I have written before about the danger of having your data too far away, but lets look at the opposite approach, put EVERYTHING on the cloud, including the actual computers that are doing the thinking, and save a ton of money and hassle. This autumn Windows 8.0 will be released and the world will be locked into a cycle of upgrading. The computer that was good enough today will seem slow and the new whizzy bits and pieces will only work well if you upgrade... or so it will seem. But what if the computer was not in your school or home, but instead only the 'dumb terminal', the keyboard and mouse that interacted with a computer tens hundreds or even thousands of miles away? In fact, don't bother with a single computer you operate remotely, instead use virtualisation where many 'computers' will run on a single high powered specialist box. Each user sees their own computer as though it was under their desk, but in reality it isn't actually 'there'.
Six months ago a seemingly small company called Onlive launched a gaming service, It costs about £300 to buy a playstation or xbox with 5 of the latest games and these games very quickly lose value. Onlive offered a virtual games console with games for a low monthly fee. You saw almost the same thing you would see on your tv if the actual games console was under it, but your tv or iPad or laptop or desktop computer acted as a dumb terminal, almost all its power was ignored and it instead became a way of viewing and interacting with streaming content live, the games. I was one of many who thought it was unlikely to work well given average internet speeds but surprisingly it does. You will never match the timing precision needed to play the very best people on-line as you are dependent on your speed of internet connection, no connection no input and kabloomey to your game score, but if you have the speed, you can play games originally developed for these incredibly powerful consoles on a humble laptop that couldn't display a few 3D boxes normally.
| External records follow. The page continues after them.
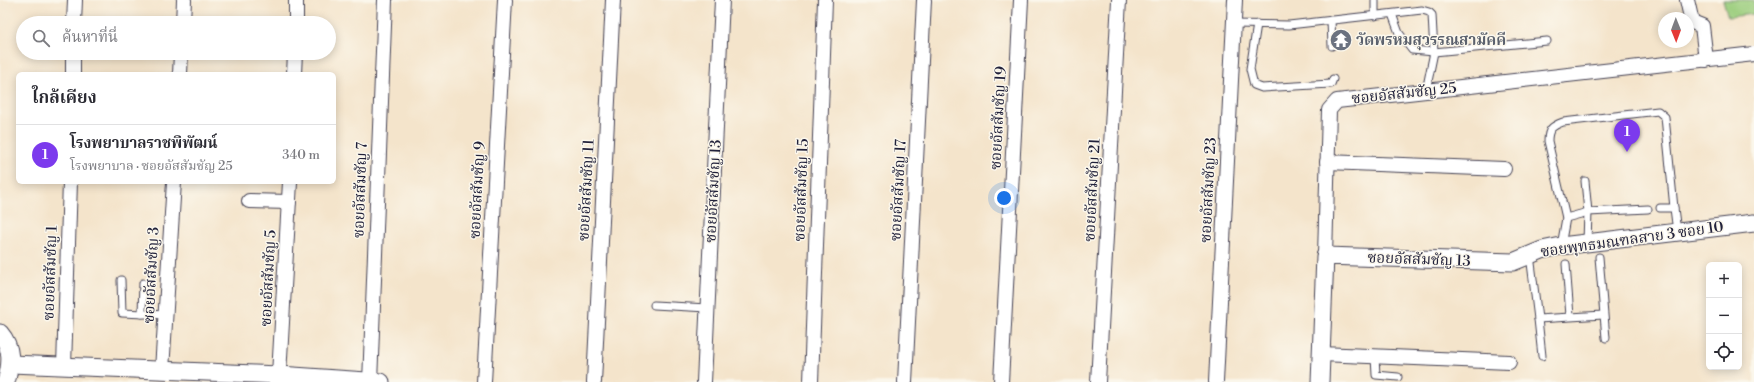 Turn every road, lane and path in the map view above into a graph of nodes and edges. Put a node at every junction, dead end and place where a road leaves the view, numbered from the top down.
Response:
1 (75, 0) edge
2 (184, 0) edge
3 (296, 0) edge
4 (385, 0) edge
5 (505, 0) edge
6 (613, 0) edge
7 (722, 0) edge
8 (825, 0) edge
9 (924, 0) edge
10 (1021, 0) edge
11 (1119, 0) edge
12 (1235, 0) edge
13 (1375, 0) edge
14 (1687, 0) edge
15 (1392, 14) junction
16 (74, 16) edge
17 (183, 16) edge
18 (296, 16) edge
19 (1375, 16) junction
20 (1331, 20) junction
21 (1234, 24) junction
22 (1257, 24) junction
23 (1547, 41) dead end
24 (1332, 46) dead end
25 (1434, 52) junction
26 (1754, 54) edge
27 (73, 60) edge
28 (181, 60) edge
29 (294, 60) edge
30 (1706, 60) junction
31 (73, 72) edge
32 (180, 72) edge
33 (294, 72) edge
34 (1333, 79) dead end
35 (1426, 91) junction
36 (1328, 162) junction
37 (1504, 169) dead end
38 (1585, 181) dead end
39 (70, 184) edge
40 (174, 184) edge
41 (290, 184) edge
42 (249, 201) dead end
43 (289, 202) junction
44 (1660, 208) dead end
45 (1674, 208) junction
46 (1648, 209) dead end
47 (1588, 212) junction
48 (1566, 218) junction
49 (1754, 223) edge
50 (1678, 232) junction
51 (1587, 243) junction
52 (1561, 246) junction
53 (1530, 254) junction
54 (1325, 256) junction
55 (1599, 257) dead end
56 (1513, 262) joint
57 (1566, 264) dead end
58 (121, 280) dead end
59 (143, 283) dead end
60 (654, 305) dead end
61 (707, 308) junction
62 (142, 314) junction
63 (166, 315) junction
64 (1603, 315) junction
65 (1570, 316) junction
66 (1538, 319) junction
67 (0, 333) edge
68 (1606, 338) dead end
69 (1321, 354) junction
70 (1542, 356) dead end
71 (1375, 357) junction
72 (1509, 362) dead end
73 (11, 364) junction
74 (64, 366) junction
75 (162, 370) junction
76 (279, 375) junction
77 (1398, 377) dead end
78 (223, 378) edge
79 (6, 382) edge
80 (370, 382) edge
81 (381, 382) edge
82 (484, 382) edge
83 (594, 382) edge
84 (704, 382) edge
85 (811, 382) edge
86 (905, 382) edge
87 (1001, 382) edge
88 (1098, 382) edge
89 (1216, 382) edge
90 (1320, 382) edge

1 - 16 street
2 - 17 street
3 - 18 street
4 - 80 street, ซอยอัสสัมชัญ 7
5 - 82 street, ซอยอัสสัมชัญ 9
6 - 83 street, ซอยอัสสัมชัญ 11
7 - 61 street, ซอยอัสสัมชัญ 13
8 - 85 street, ซอยอัสสัมชัญ 15
9 - 86 street, ซอยอัสสัมชัญ 17
10 - 87 street, ซอยอัสสัมชัญ 19
11 - 88 street, ซอยอัสสัมชัญ 21
12 - 21 street, ซอยอัสสัมชัญ 23
13 - 19 lane
14 - 30 street
15 - 19 lane
15 - 25 lane
15 - 25 lane
19 - 20 lane
20 - 22 lane
20 - 24 lane
21 - 22 lane
21 - 89 street, ซอยอัสสัมชัญ 23
22 - 34 lane
23 - 25 lane
25 - 35 lane
26 - 30 street, ซอยอัสสัมชัญ 25
27 - 31 street
28 - 32 street
29 - 33 street
30 - 35 street, ซอยอัสสัมชัญ 25
35 - 36 street, ซอยอัสสัมชัญ 25
36 - 37 street
36 - 54 street, ซอยอัสสัมชัญ 25
38 - 47 lane
39 - 74 street, ซอยอัสสัมชัญ 1
40 - 63 street, ซอยอัสสัมชัญ 3
41 - 43 street, ซอยอัสสัมชัญ 5
42 - 43 street
43 - 76 street, ซอยอัสสัมชัญ 5
44 - 45 lane
45 - 48 lane
45 - 50 lane
46 - 47 lane
47 - 48 lane
47 - 51 lane
48 - 52 lane
49 - 50 street, ซอยพุทธมณฑลสาย 3 ซอย 10
50 - 51 street, ซอยพุทธมณฑลสาย 3 ซอย 10
51 - 52 street, ซอยพุทธมณฑลสาย 3 ซอย 10
52 - 53 street, ซอยพุทธมณฑลสาย 3 ซอย 10
53 - 56 street, ซอยพุทธมณฑลสาย 3 ซอย 10
53 - 66 lane
54 - 56 street, ซอยอัสสัมชัญ 13
54 - 69 street, ซอยอัสสัมชัญ 25
55 - 64 lane
57 - 65 lane
58 - 62 lane
59 - 62 lane
60 - 61 lane
61 - 84 street, ซอยอัสสัมชัญ 13
62 - 63 lane
63 - 75 street, ซอยอัสสัมชัญ 3
64 - 65 lane
64 - 68 lane
65 - 66 lane
66 - 70 lane
67 - 73 street
69 - 71 street
69 - 90 street, ซอยอัสสัมชัญ 25
71 - 72 street
71 - 77 lane
73 - 74 street
73 - 79 street
74 - 75 street
75 - 78 street
76 - 78 street
76 - 80 street
80 - 81 street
So whats this got to do with Multivac? Well, last Thursday Onlive announced a desktop version, a virtual windows 7 computer running office. Available only in America at the moment, it allows you to use a basic speed but effective computer running Word and Excel etc but from your own computer. Onlive have already released an iPad app so users in America (There seems little chance of getting it working here in the UK at present without jailbreaking your iPad) can use a full windows 7 desktop , edit real word documents, save load etc etc from their touchscreens. The amount of data that needs to be sent over the internet for such applications is tiny compared to fast moving and high resolution games but even better, upgrades patches and security features can be applied en masse at the server side. OnLive are talking about offering higher level packages for more power intensive programs. The idea of using the 3D package Maya from an iPad is amazing, but I think the biggest difference will be with the 90% of computing that most schools and offices do already. The professional version of onLive offers full office suite, a full web browser and more running on a windows 7 virtual computer that you can access on any reasonable computer at school, and your students can access on their PS3's, iPads, internet tellys and presumably eventually xBox phones and Wii consoles at home, for $10 a user a month. Even without quantity discounts, that means no more hiring office licenses, paying for people to install it and debug your systems, training up staff and constantly constantly upgrading to the latest system and patches just so your computers don't fall behind. Of course, no internet means no functionality but for many schools they are already in that position when they're management systems, pay rolls, almost everything, communicates through the Internet...
And MultiVac? It featured in many stories by Asimov, as a way of showing that such a system would know everything about you, could predict crimes based on patterns of behaviour, offer help in times of need, and that loss of privacy was the first casualty of increasingly relying on computers. He was quite far sighted really!